After reading the entries below, report how many lines have the string "Королёва" in them, giving the number alone.

%%

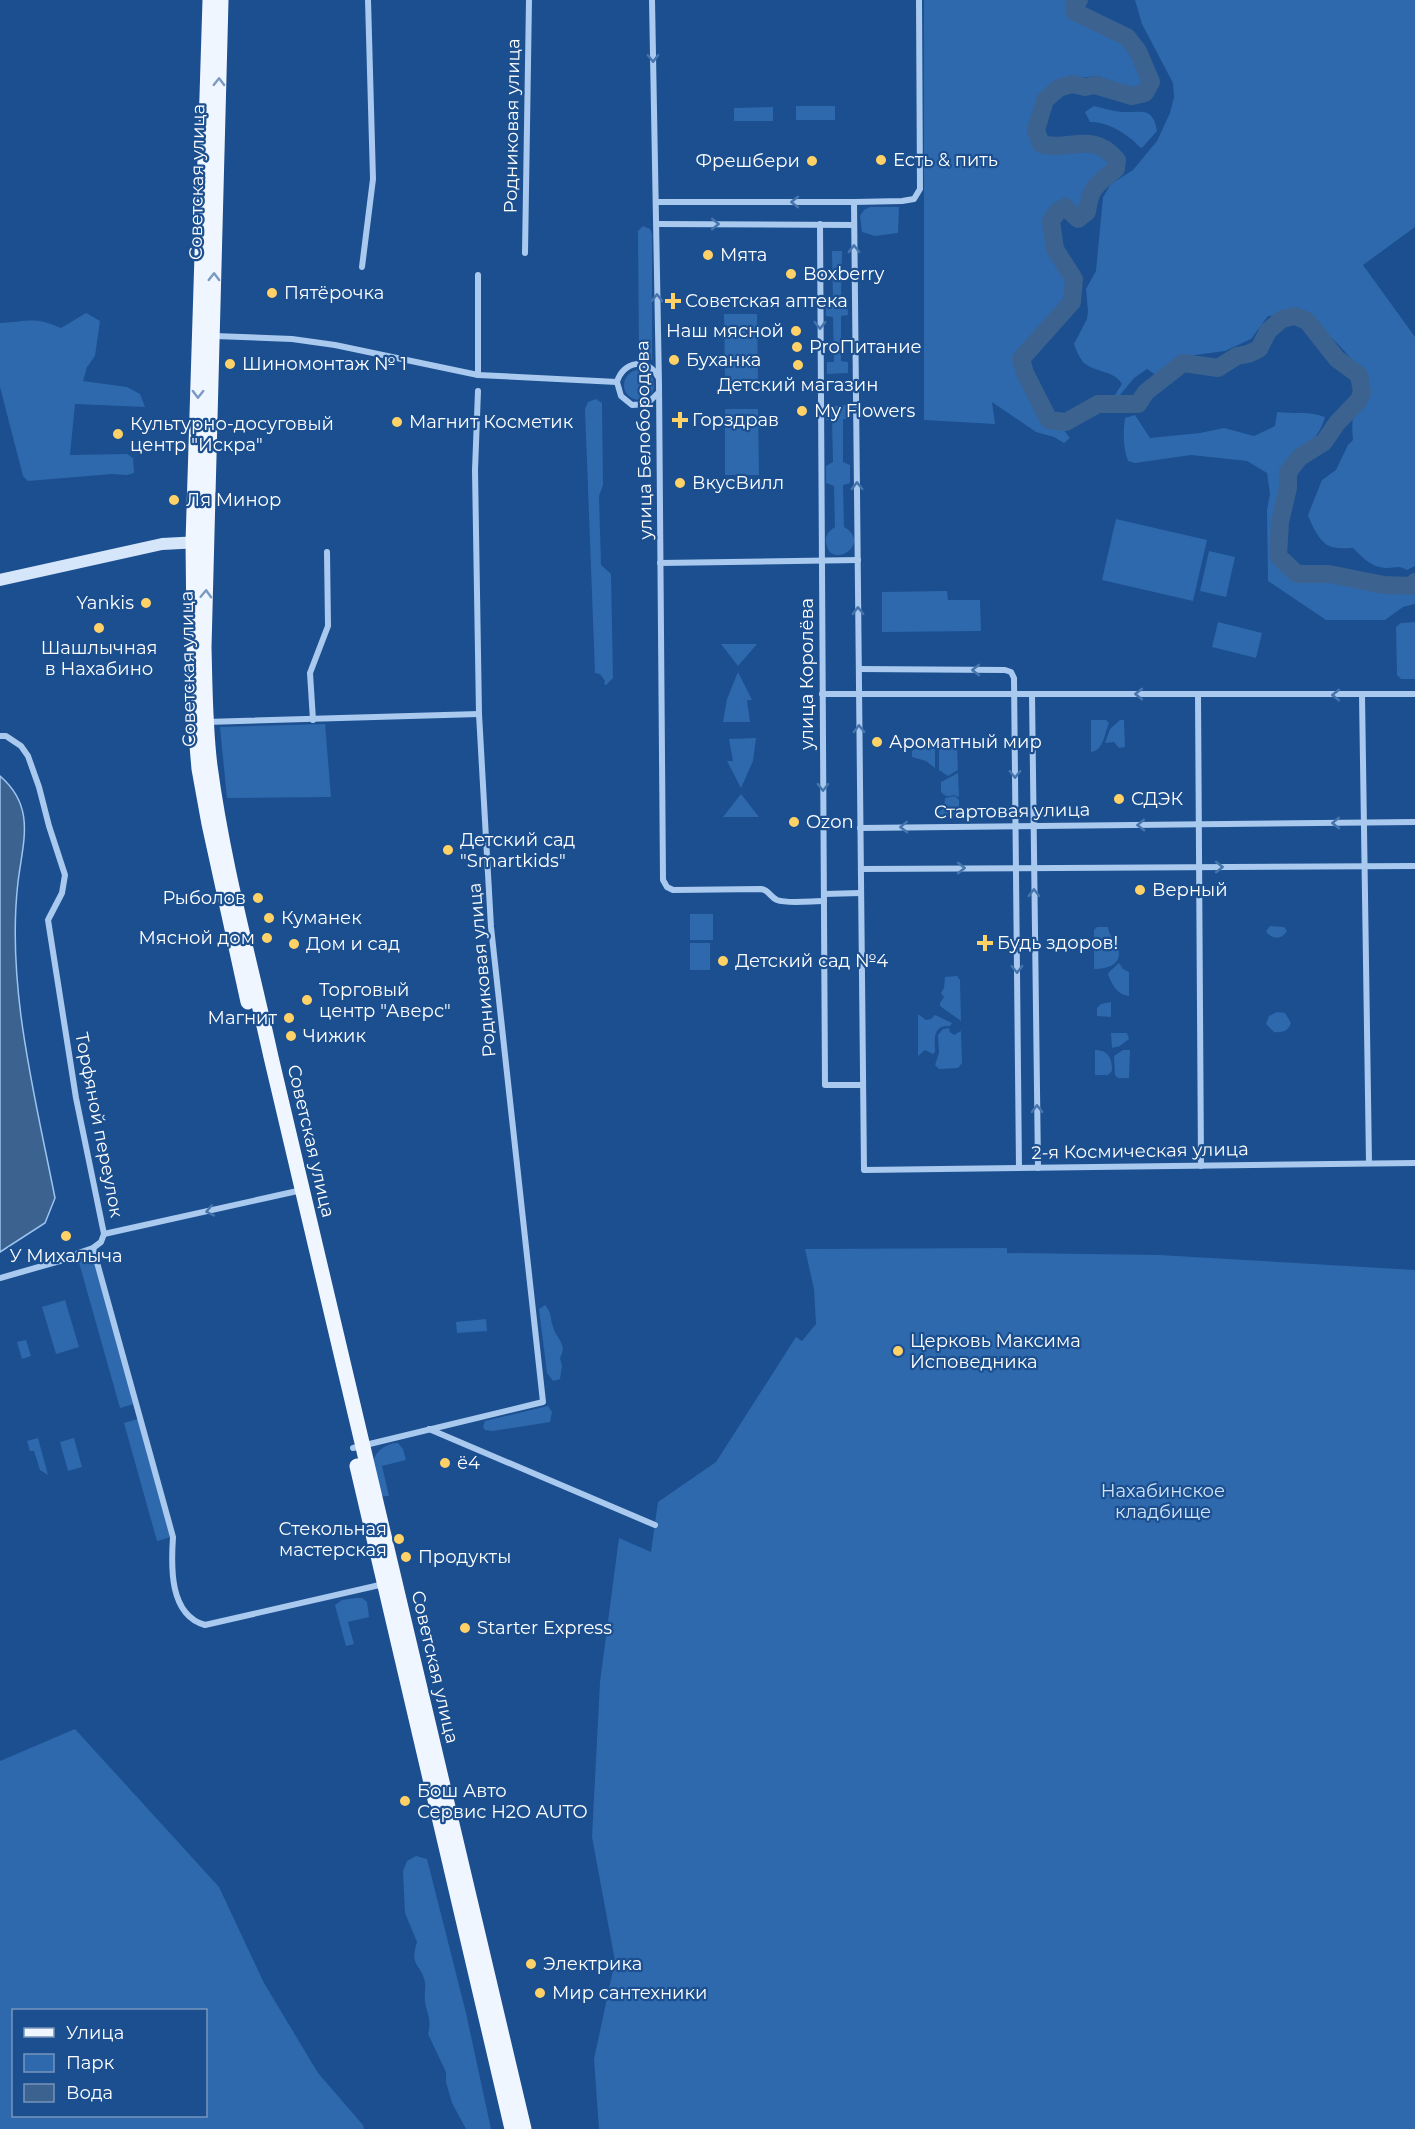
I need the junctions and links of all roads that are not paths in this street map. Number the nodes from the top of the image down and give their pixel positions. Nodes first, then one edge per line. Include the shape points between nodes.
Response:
1 (210, 0) edge
2 (221, 0) edge
3 (368, 0) edge
4 (529, 0) edge
5 (652, 0) edge
6 (919, 0) edge
7 (657, 202) junction
8 (854, 202) junction
9 (657, 224) junction
10 (820, 224) junction
11 (854, 225) junction
12 (525, 253) dead end
13 (362, 267) dead end
14 (478, 275) dead end
15 (206, 336) junction
16 (478, 375) junction
17 (658, 378) junction
18 (617, 382) junction
19 (478, 390) dead end
20 (658, 391) junction
21 (200, 542) junction
22 (327, 552) dead end
23 (821, 560) junction
24 (858, 560) junction
25 (660, 562) junction
26 (0, 580) edge
27 (859, 669) junction
28 (822, 694) junction
29 (859, 694) junction
30 (1014, 694) junction
31 (1032, 694) junction
32 (1362, 694) junction
33 (1415, 694) edge
34 (1198, 695) junction
35 (479, 714) junction
36 (313, 720) junction
37 (205, 722) junction
38 (0, 736) edge
39 (1364, 822) junction
40 (1415, 822) edge
41 (1199, 824) junction
42 (1016, 826) junction
43 (1034, 826) junction
44 (860, 828) junction
45 (1199, 867) junction
46 (1364, 867) junction
47 (1415, 867) edge
48 (1016, 868) junction
49 (1034, 868) junction
50 (861, 869) junction
51 (861, 893) junction
52 (824, 897) junction
53 (863, 1084) junction
54 (1415, 1162) edge
55 (1369, 1163) junction
56 (1201, 1166) junction
57 (1019, 1168) junction
58 (1038, 1168) junction
59 (298, 1191) junction
60 (105, 1234) junction
61 (93, 1248) junction
62 (0, 1278) edge
63 (429, 1428) junction
64 (358, 1447) junction
65 (655, 1525) dead end
66 (384, 1584) junction
67 (512, 2129) edge
68 (524, 2129) edge

1 - 15 main road, Советская улица
15 -> 2 main road, Советская улица
3 - 13 street via 373,179
4 - 12 street, Родниковая улица
5 -> 7 street, улица Белобородова
6 - 8 street via 920,189 914,199
8 -> 7 street
7 - 9 street, улица Белобородова
8 - 11 street
9 -> 10 street
17 -> 9 street, улица Белобородова
10 - 11 street
10 -> 23 street, улица Королёва
24 -> 11 street
14 - 16 street
15 - 16 street via 336,345
15 - 21 main road, Советская улица
16 - 18 street
17 - 18 street via 650,367 637,363 624,369
17 - 20 street, улица Белобородова
18 - 20 street via 621,396 632,405 647,404
19 - 35 street, Родниковая улица via 475,470
20 - 25 street, улица Белобородова
21 - 26 main road via 162,544
37 -> 21 main road, Советская улица
21 - 59 main road, Советская улица via 195,722 199,768 222,890
22 - 36 street via 328,626 310,673
23 - 24 street
23 - 25 street
23 - 28 street, улица Королёва
27 -> 24 street
25 - 52 street, улица Белобородова via 663,880 673,890 766,889 781,901
27 - 29 street
30 -> 27 street via 1014,678 1005,670
28 - 29 street
28 -> 52 street, улица Королёва
29 - 30 street
44 -> 29 street
30 - 31 street
30 -> 42 street
34 -> 31 street
31 - 43 street
32 - 33 street
32 -> 34 street
32 - 39 street
34 - 41 street
35 - 36 street
35 - 63 street, Родниковая улица via 491,927 543,1402
36 - 37 street
37 - 59 main road, Советская улица via 224,842
38 - 60 street, Торфяной переулок via 21,746 28,756 65,875 62,893 48,920 76,1098
39 - 40 street, Стартовая улица
39 -> 41 street, Стартовая улица
39 - 46 street
41 -> 43 street, Стартовая улица
41 - 45 street
42 - 43 street, Стартовая улица
42 -> 44 street, Стартовая улица
42 - 48 street
43 - 49 street
44 - 50 street
45 -> 46 street
45 - 49 street
45 - 56 street
46 - 47 street
46 - 55 street
48 - 49 street
50 -> 48 street
48 -> 57 street
58 -> 49 street
50 - 51 street
51 - 52 street
51 - 53 street
52 - 53 street, улица Королёва via 825,1085
53 - 57 street, 2-я Космическая улица via 864,1170
54 - 55 street, 2-я Космическая улица
55 - 56 street, 2-я Космическая улица
56 - 58 street, 2-я Космическая улица
57 - 58 street, 2-я Космическая улица
59 -> 60 street
59 - 64 main road, Советская улица
60 - 61 street, Торфяной переулок
61 - 62 street
61 - 66 street via 173,1537 171,1569 183,1609 193,1620 205,1625
63 - 64 street
63 - 65 street
64 - 66 main road, Советская улица
64 - 68 main road, Советская улица
66 - 67 main road, Советская улица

%%

Completed exercise:
4